FC Cascavel
- Full name: Futebol Clube Cascavel
- Nickname: Auri Negro
- Founded: 16 January 2008 (18 years ago)
- Ground: Estádio Olímpico Regional Arnaldo Busatto
- Capacity: 28,125
- President: Valdinei António Da Silva
- League: Campeonato Brasileiro Série D Campeonato Paranaense
- 2025 2025: Série D, 30th of 64 Paranaense, 9th of 12
- Website: fccascavel.com.br
| Home colours | Away colours | Third colours |

= FC Cascavel =

Association football club based in Cascavel, Brazil

Futebol Clube Cascavel, more commonly referred to as FC Cascavel, is a Brazilian professional association football club based in Cascavel, Paraná, that competes in the Série D, the fourth tier of Brazilian football, as well as in the Campeonato Paranaense, the top division of the Paraná state football league.

==History==
The club was founded on 16 January 2008. by the footballer Juliano Haus Belletti.
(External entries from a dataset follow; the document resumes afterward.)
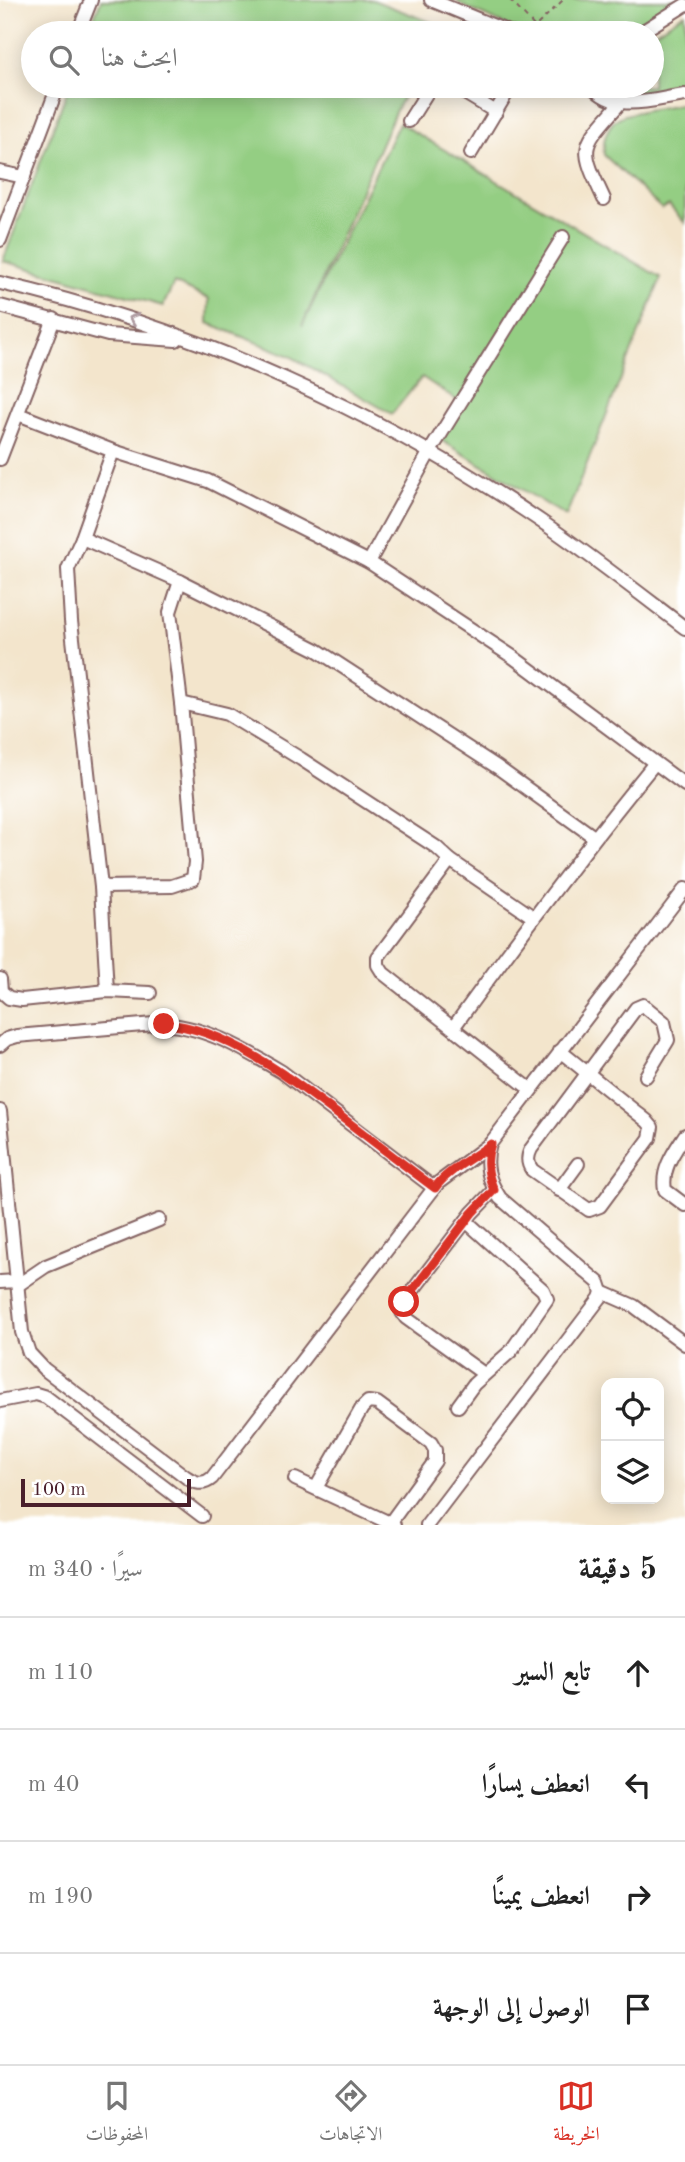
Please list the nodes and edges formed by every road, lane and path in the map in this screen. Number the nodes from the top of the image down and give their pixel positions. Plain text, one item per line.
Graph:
1 (91, 0) edge
2 (431, 0) edge
3 (510, 0) edge
4 (563, 0) edge
5 (685, 5) edge
6 (83, 21) edge
7 (482, 21) edge
8 (529, 21) edge
9 (541, 21) edge
10 (659, 21) edge
11 (685, 95) edge
12 (54, 98) edge
13 (423, 98) edge
14 (473, 98) edge
15 (504, 98) edge
16 (605, 98) edge
17 (661, 98) edge
18 (664, 98) edge
19 (620, 103) junction
20 (496, 112) junction
21 (409, 121) dead end
22 (471, 153) dead end
23 (0, 172) edge
24 (24, 177) junction
25 (604, 199) dead end
26 (563, 237) dead end
27 (0, 240) edge
28 (0, 284) edge
29 (0, 306) edge
30 (54, 319) junction
31 (197, 344) junction
32 (18, 414) junction
33 (113, 451) junction
34 (429, 453) junction
35 (0, 458) edge
36 (82, 538) junction
37 (369, 562) junction
38 (180, 581) junction
39 (685, 628) edge
40 (181, 703) junction
41 (654, 764) junction
42 (685, 785) edge
43 (594, 837) junction
44 (450, 860) junction
45 (101, 887) junction
46 (685, 890) edge
47 (533, 917) junction
48 (0, 979) edge
49 (107, 991) junction
50 (150, 993) dead end
51 (453, 1028) junction
52 (0, 1045) edge
53 (560, 1051) junction
54 (588, 1073) junction
55 (646, 1076) dead end
56 (530, 1089) junction
57 (0, 1111) edge
58 (1, 1132) edge
59 (685, 1135) edge
60 (491, 1144) junction
61 (578, 1164) dead end
62 (435, 1188) junction
63 (494, 1190) junction
64 (559, 1190) junction
65 (685, 1205) edge
66 (159, 1220) dead end
67 (466, 1221) junction
68 (0, 1282) edge
69 (17, 1283) junction
70 (602, 1292) junction
71 (685, 1344) edge
72 (484, 1374) junction
73 (0, 1399) edge
74 (458, 1406) dead end
75 (295, 1479) dead end
76 (316, 1488) junction
77 (202, 1516) dead end
78 (392, 1524) edge
79 (427, 1525) edge

1 - 6 street
2 - 7 street
3 - 8 path
4 - 9 path
5 - 10 street
11 - 18 street
12 - 24 street
13 - 21 street
14 - 20 street
15 - 20 street
16 - 19 street
17 - 19 street
19 - 25 street
20 - 22 street
23 - 24 street
24 - 27 street
26 - 34 street
31 -> 28 street
29 - 30 street
30 - 31 street
30 - 32 street
31 - 34 street
32 - 33 street
32 - 35 street
33 - 36 street
33 - 37 street
34 - 37 street
34 - 39 street
36 - 38 street
36 - 45 street
37 - 41 street
38 - 40 street
38 - 43 street
40 - 44 street
40 - 45 street
41 - 42 street
41 - 43 street
43 - 47 street
44 - 47 street
44 - 51 street
45 - 49 street
46 - 53 street
47 - 51 street
48 - 49 street
49 - 50 street
51 - 56 street
52 - 62 street
53 - 54 street
53 - 56 street
54 - 55 street
54 - 64 street
54 - 64 street
56 - 60 street
57 - 58 street
58 - 69 street
59 - 65 street
60 - 62 street
60 - 63 street
61 - 64 street
62 - 69 street
63 - 67 street
63 - 70 street
66 - 69 street
67 - 72 street
67 - 72 street
68 - 69 street
70 - 71 street
70 - 79 street
72 - 74 street
73 - 77 street
75 - 76 street
76 - 78 street
76 - 78 street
They finished in the second position in the Campeonato Paranaense Third Level in 2009, losing the competition to Pato Branco.

==Honours==
===State===
- Campeonato Paranaense
  - Runners-up (2): 2021, 2023
- Taça FPF
  - Runners-up (1): 2017
- Campeonato Paranaense Second Division
  - Winners (1): 2014
- Campeonato Paranaense Third Division
  - Runners-up (1): 2009
- Campeonato Paranaense do Interior
  - Winners (3): 2020, 2021, 2023

==Stadium==

FC Cascavel play their home games at Estádio Olímpico Regional Arnaldo Busatto. The stadium has a maximum capacity of 28,125 people.